Dataset excerpts:
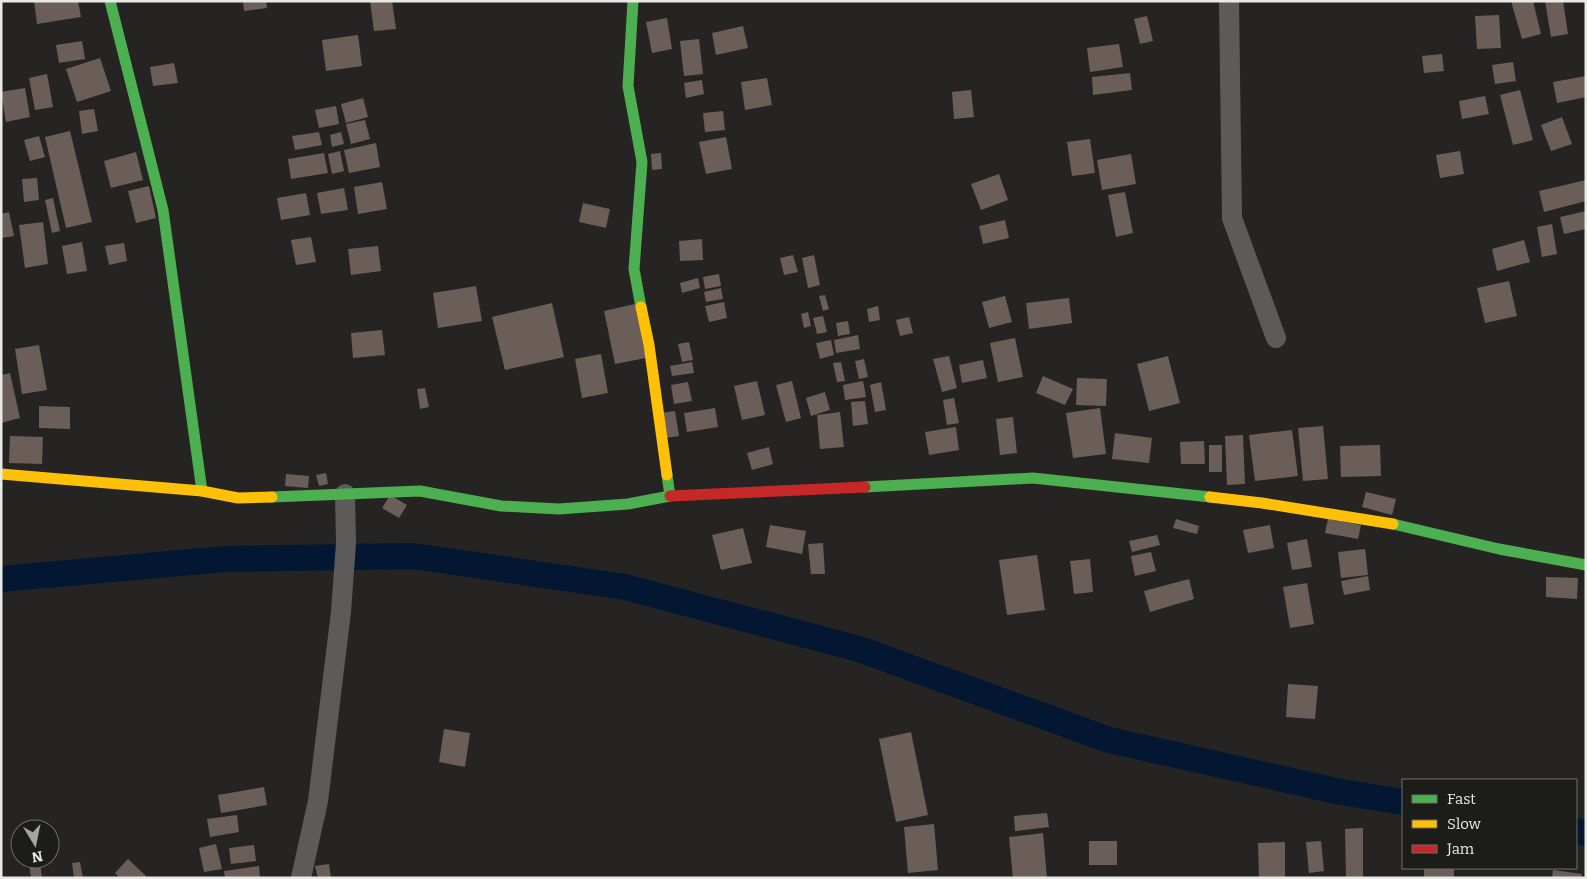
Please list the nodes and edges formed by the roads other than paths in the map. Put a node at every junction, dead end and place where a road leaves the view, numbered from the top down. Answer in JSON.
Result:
{"nodes":[{"id":1,"x":110,"y":1,"type":"edge"},
{"id":2,"x":633,"y":1,"type":"edge"},
{"id":3,"x":1229,"y":1,"type":"edge"},
{"id":4,"x":1276,"y":338,"type":"dead end"},
{"id":5,"x":1,"y":474,"type":"edge"},
{"id":6,"x":202,"y":491,"type":"junction"},
{"id":7,"x":345,"y":494,"type":"junction"},
{"id":8,"x":670,"y":496,"type":"junction"},
{"id":9,"x":1586,"y":565,"type":"edge"},
{"id":10,"x":301,"y":878,"type":"edge"}],
"edges":[{"from":1,"to":6,"type":"street"},
{"from":2,"to":8,"type":"street"},
{"from":3,"to":4,"type":"street"},
{"from":5,"to":6,"type":"street"},
{"from":6,"to":7,"type":"street"},
{"from":7,"to":8,"type":"street"},
{"from":7,"to":10,"type":"street"},
{"from":8,"to":9,"type":"street"}]}
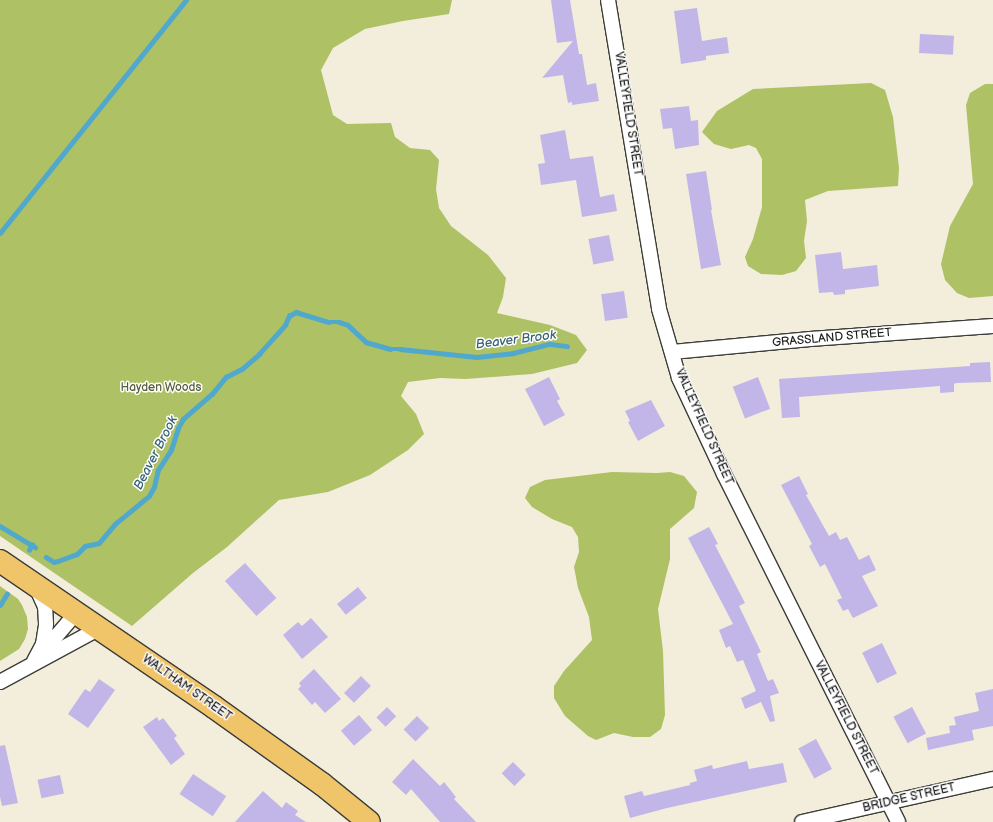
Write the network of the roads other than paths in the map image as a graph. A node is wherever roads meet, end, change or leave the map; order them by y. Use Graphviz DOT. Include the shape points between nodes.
graph roads {
  1 [pos="608,0"];
  2 [pos="993,326"];
  3 [pos="672,352"];
  4 [pos="0,561"];
  5 [pos="34,584"];
  6 [pos="77,612"];
  7 [pos="100,628"];
  8 [pos="34,661"];
  9 [pos="23,670"];
  10 [pos="0,682"];
  11 [pos="993,779"];
  12 [pos="889,802"];
  13 [pos="369,822"];
  14 [pos="802,822"];
  15 [pos="898,822"];
  1 -- 3 [label="street, VALLEYFIELD STREET" via="659,309"];
  2 -- 3 [label="street, GRASSLAND STREET"];
  3 -- 12 [label="street, VALLEYFIELD STREET" via="680,378 724,474"];
  4 -- 5 [label="main road, WALTHAM STREET"];
  5 -- 6 [label="main road, WALTHAM STREET"];
  5 -- 8 [label="street" via="44,603 46,624 43,644"];
  6 -- 7 [label="main road, WALTHAM STREET"];
  6 -- 8 [label="street"];
  7 -- 9 [label="street"];
  7 -- 13 [label="main road, WALTHAM STREET" via="322,784"];
  8 -- 9 [label="street"];
  9 -- 10 [label="street"];
  11 -- 12 [label="street, BRIDGE STREET"];
  12 -- 14 [label="street, BRIDGE STREET"];
  12 -- 15 [label="street, VALLEYFIELD STREET"];
}
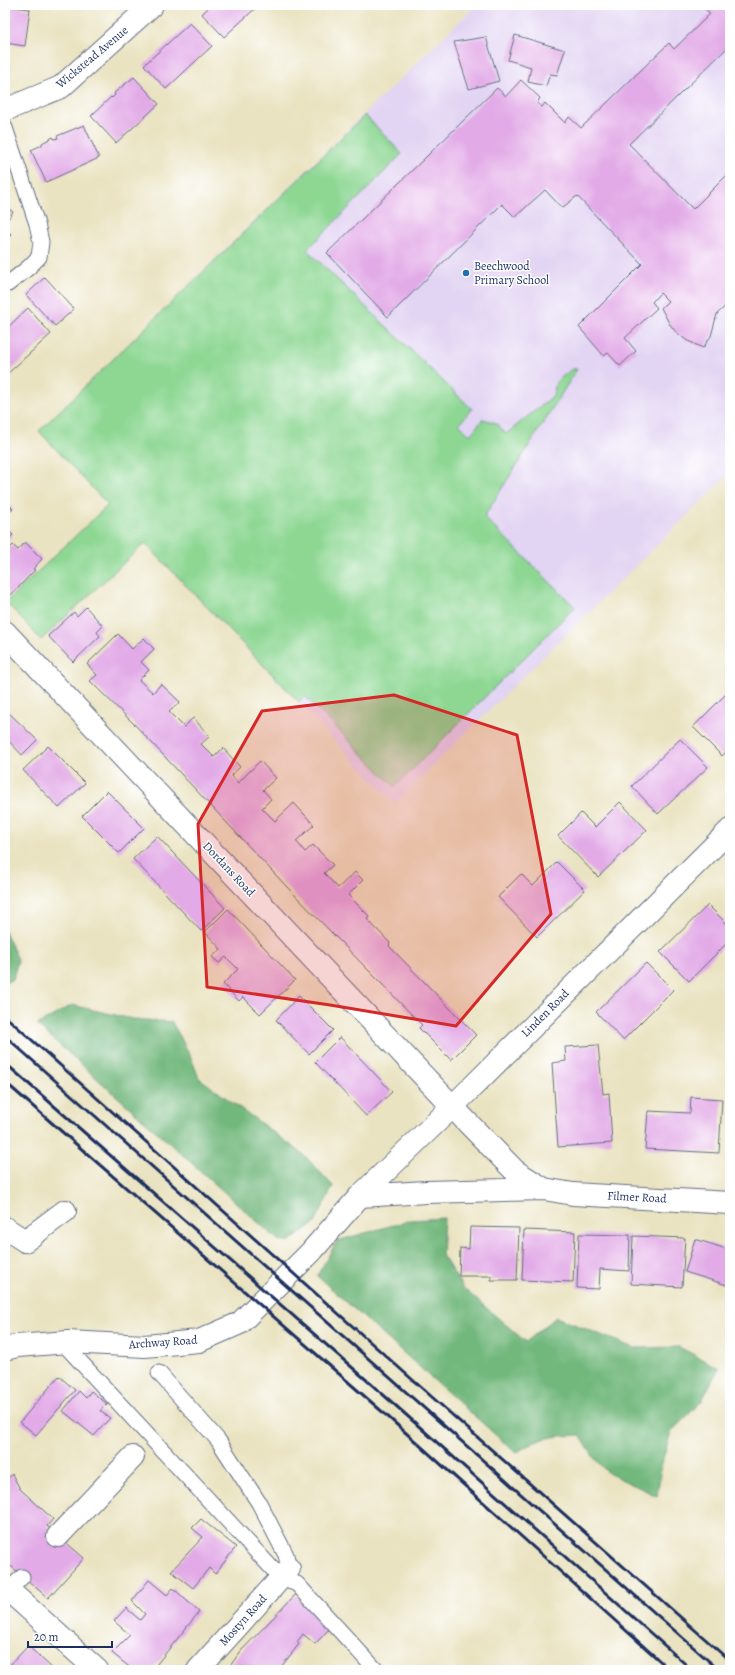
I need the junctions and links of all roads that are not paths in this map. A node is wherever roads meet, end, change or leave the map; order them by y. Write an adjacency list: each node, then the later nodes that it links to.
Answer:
1 (152, 5): 2 (street, Wickstead Avenue)
2 (5, 110)
3 (5, 128): 4 (lane)
4 (8, 284)
5 (5, 632): 7 (street, Dordans Road)
6 (730, 830): 7 (street, Linden Road)
7 (453, 1106): 8 (street, Filmer Road); 9 (street, Linden Road)
8 (544, 1189): 9 (street, Filmer Road); 10 (street, Filmer Road)
9 (360, 1196): 13 (street, Archway Road)
10 (730, 1203)
11 (65, 1211): 12 (street)
12 (5, 1228)
13 (62, 1342): 14 (street, Archway Road); 18 (lane)
14 (5, 1349)
15 (160, 1373): 18 (lane)
16 (133, 1457): 17 (street)
17 (58, 1536)
18 (285, 1574): 21 (street, Mostyn Road); 22 (lane)
19 (12, 1584): 20 (street)
20 (97, 1670)
21 (198, 1670)
22 (376, 1670)

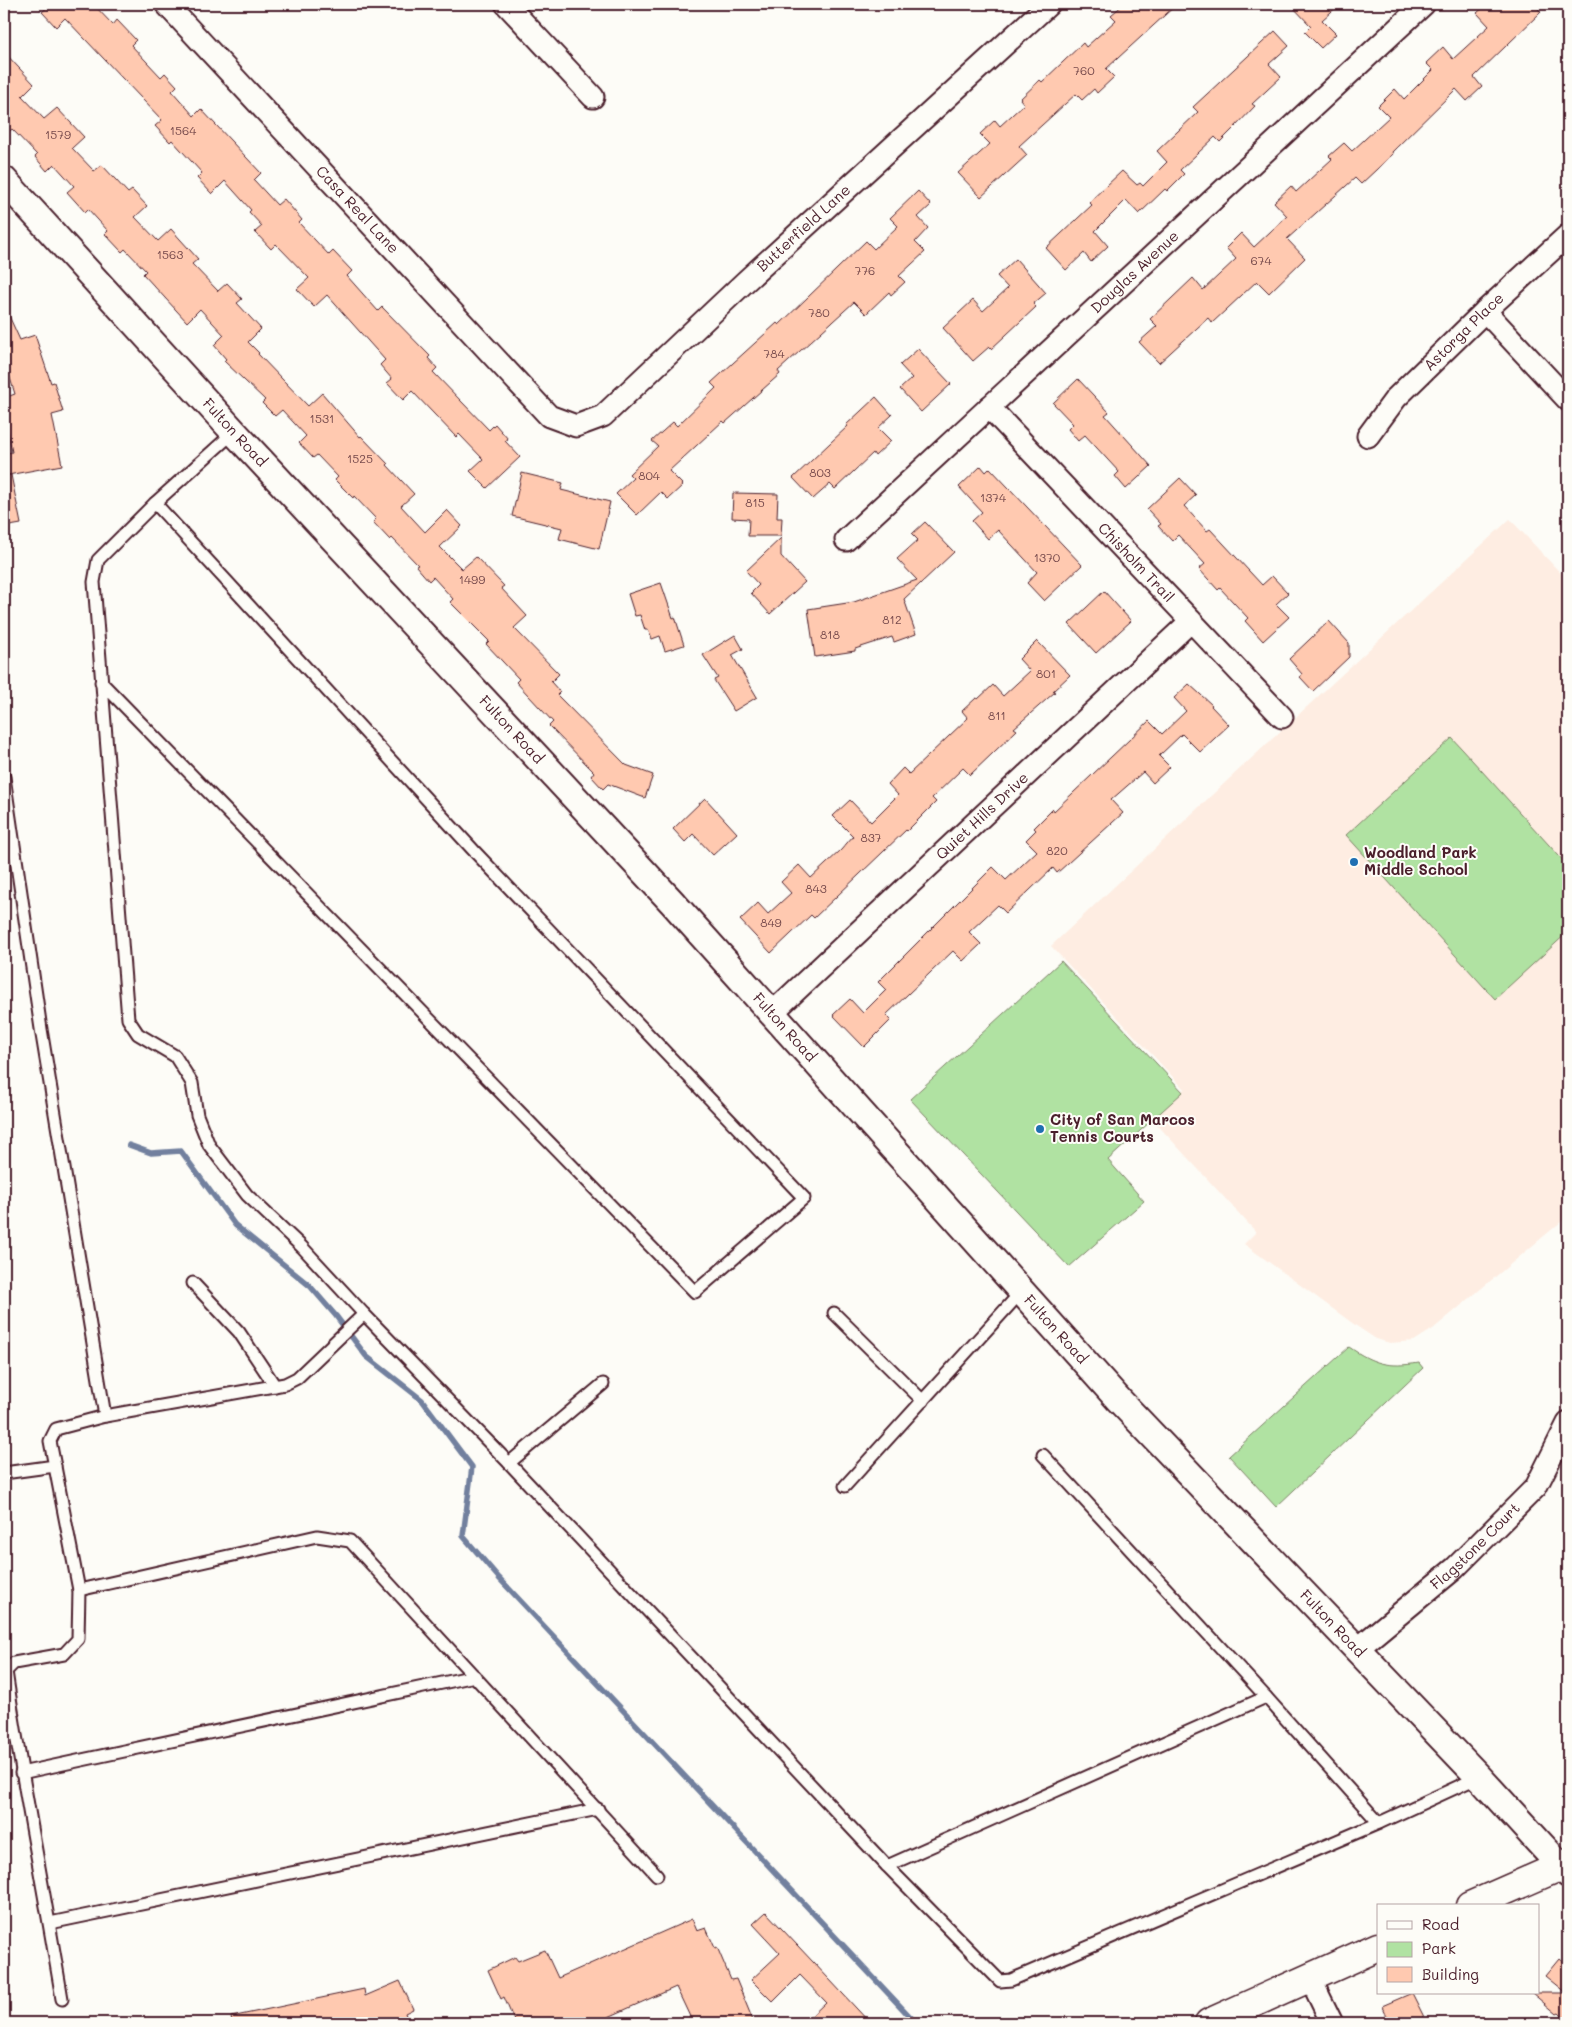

# TASK REQUIREMENTS:
Going through the data, count each line where the word "list" appears, and state only the total.

# RESPONSE TO THE TASK:
2